Each freedom suit tested white society’s perception of property. This fact explains why, when defendants answered the plaintiff’s complaint denying any wrongdoing, the defendant would sometimes admit his actions. The case Sarah v. Michael Hatton exhibits this abuse well. In the answer to the complaint, Hatton claimed that since the defendant was a slave, and thus property, he was lawfully obligated to beat and assault her 18. Contemporary governments use the same line of argument when illegal tactics are used against terror suspects. ‘Of course we tortured, beat, or detained the person; they are or know of terrorists who threaten our way of life.’

The removal of the slave from the confines of the private farm or plantation to the public space of the courtroom created substantial pressure on white society to defend the ideological and economic underpinnings of slavery16. Historian James Campbell notes why ultimately the whole body of law must elude the slave: “…because law carried to the zenith of its logic would have undermined slavery as often as it protected slave property.17” Terror suspects are kept similarly detained and muted throughout the legal process, if it exists.

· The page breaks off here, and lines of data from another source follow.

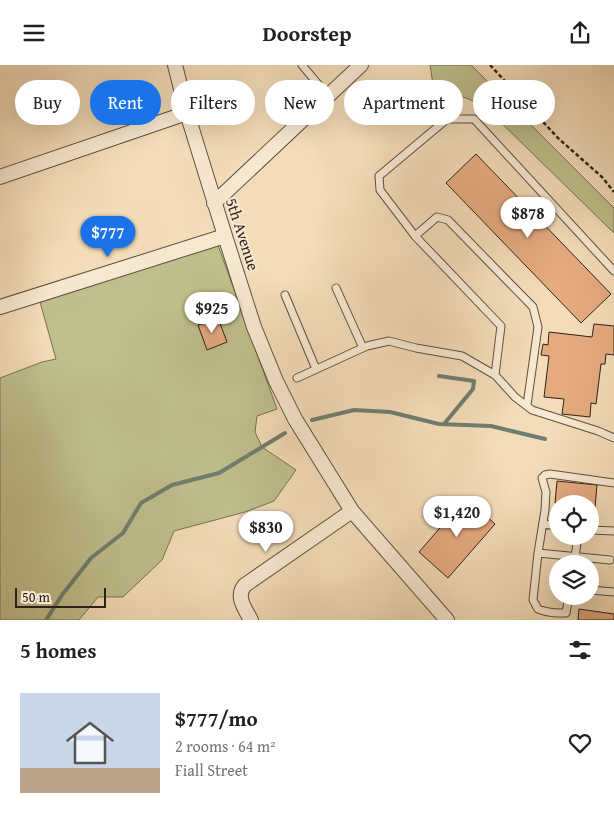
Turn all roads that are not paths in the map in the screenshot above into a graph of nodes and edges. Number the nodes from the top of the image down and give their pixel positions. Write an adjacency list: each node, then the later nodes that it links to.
1 (175, 65): 4 (street, 5th Avenue)
2 (302, 65): 5 (lane)
3 (361, 65): 6 (street)
4 (179, 80)
5 (315, 80)
6 (334, 90)
7 (171, 118): 10 (street)
8 (191, 125): 11 (street, 5th Avenue)
9 (297, 125): 11 (street)
10 (0, 177)
11 (214, 203): 12 (street, 5th Avenue)
12 (225, 236): 17 (street); 25 (street, 5th Avenue)
13 (415, 236): 14 (lane); 20 (lane); 22 (lane)
14 (614, 271)
15 (336, 288): 18 (lane)
16 (285, 295): 19 (lane)
17 (0, 307)
18 (363, 348): 19 (lane); 20 (lane)
19 (316, 369): 21 (lane)
20 (495, 375): 22 (lane)
21 (297, 378)
22 (526, 405): 23 (lane)
23 (614, 438)
24 (614, 483): 26 (lane)
25 (352, 511): 37 (street); 38 (street, 5th Avenue)
26 (543, 524): 27 (lane); 30 (lane)
27 (549, 525)
28 (599, 530): 29 (lane)
29 (614, 531)
30 (538, 553): 31 (lane); 36 (lane)
31 (549, 555)
32 (599, 561): 33 (lane)
33 (613, 561)
34 (599, 591): 35 (lane)
35 (614, 592)
36 (566, 616)
37 (251, 620)
38 (447, 620)

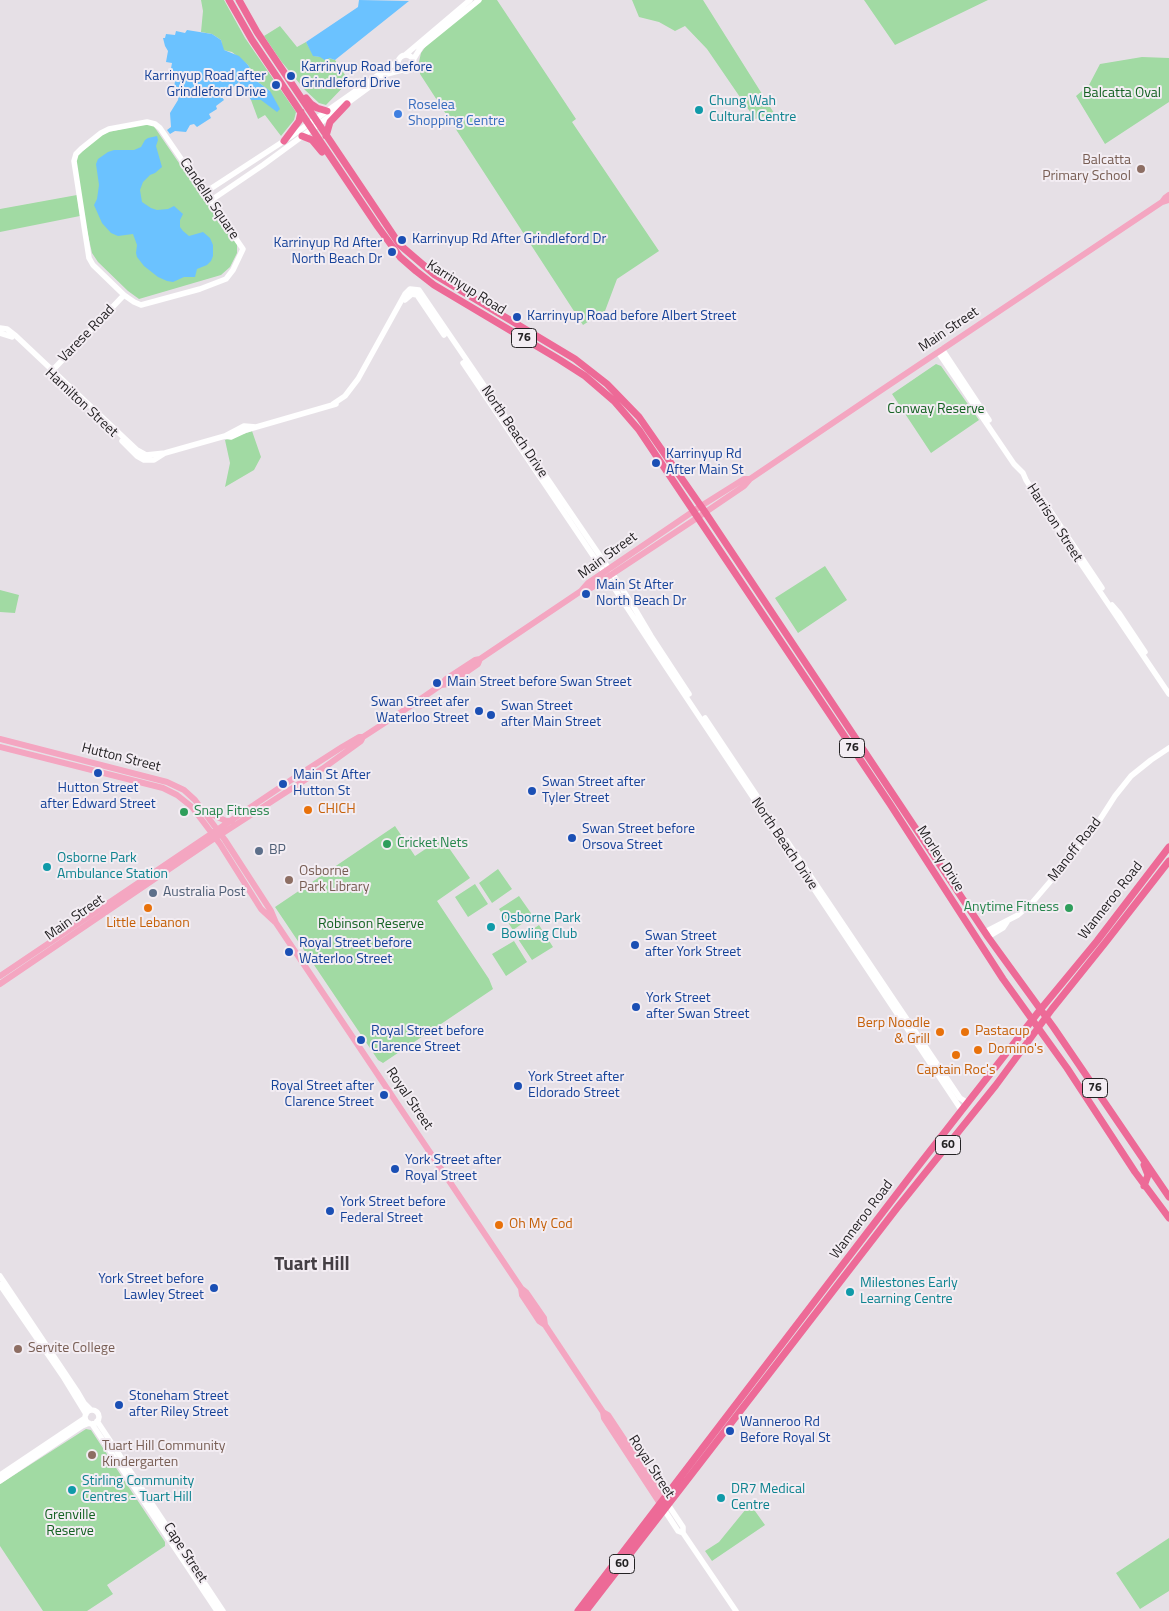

Thus, the freedom suits evolved to operate as a public forum within which white society repeatedly reaffirmed the negation of slave humanity and reinforced white capitalism derived from black bodies.

The capitalism of antebellum America resided in the attainment of property and possessions, and this attainment represented power. Since antebellum slave society termed slaves as “animated, living property,” the entrenched belief in the right to own slaves only furthered white fantasies about mastery and race, even among non-slaveholding whites18. Freedom suits essentially functioned as an exhibition of the cultural meaning of racial identities and identified white antebellum society as dominant and as masters19. White society could not easily allow a practice that enabled their animated property to sue for permanent removal from this profitable economic system. The free slave threatened white America economically, socially, and culturally, just as the terror suspect is perceived to menace our civilization and refined sense of freedom.

Conclusion

Today, the terrorist suspect is silenced for similar reasons. While a direct correlation between slavery and terrorism cannot be and is not made in this article, similarities do exist. Quite simply, the idea of marauding armed blacks struck terror throughout white America. The repressive measures taken during the antebellum period to thwart rebellions were numerous and bloody. Contemporary fears of the terrorist projected from the U.S. government mirror those of the antebellum period: Fear over acceptance; Silence before action.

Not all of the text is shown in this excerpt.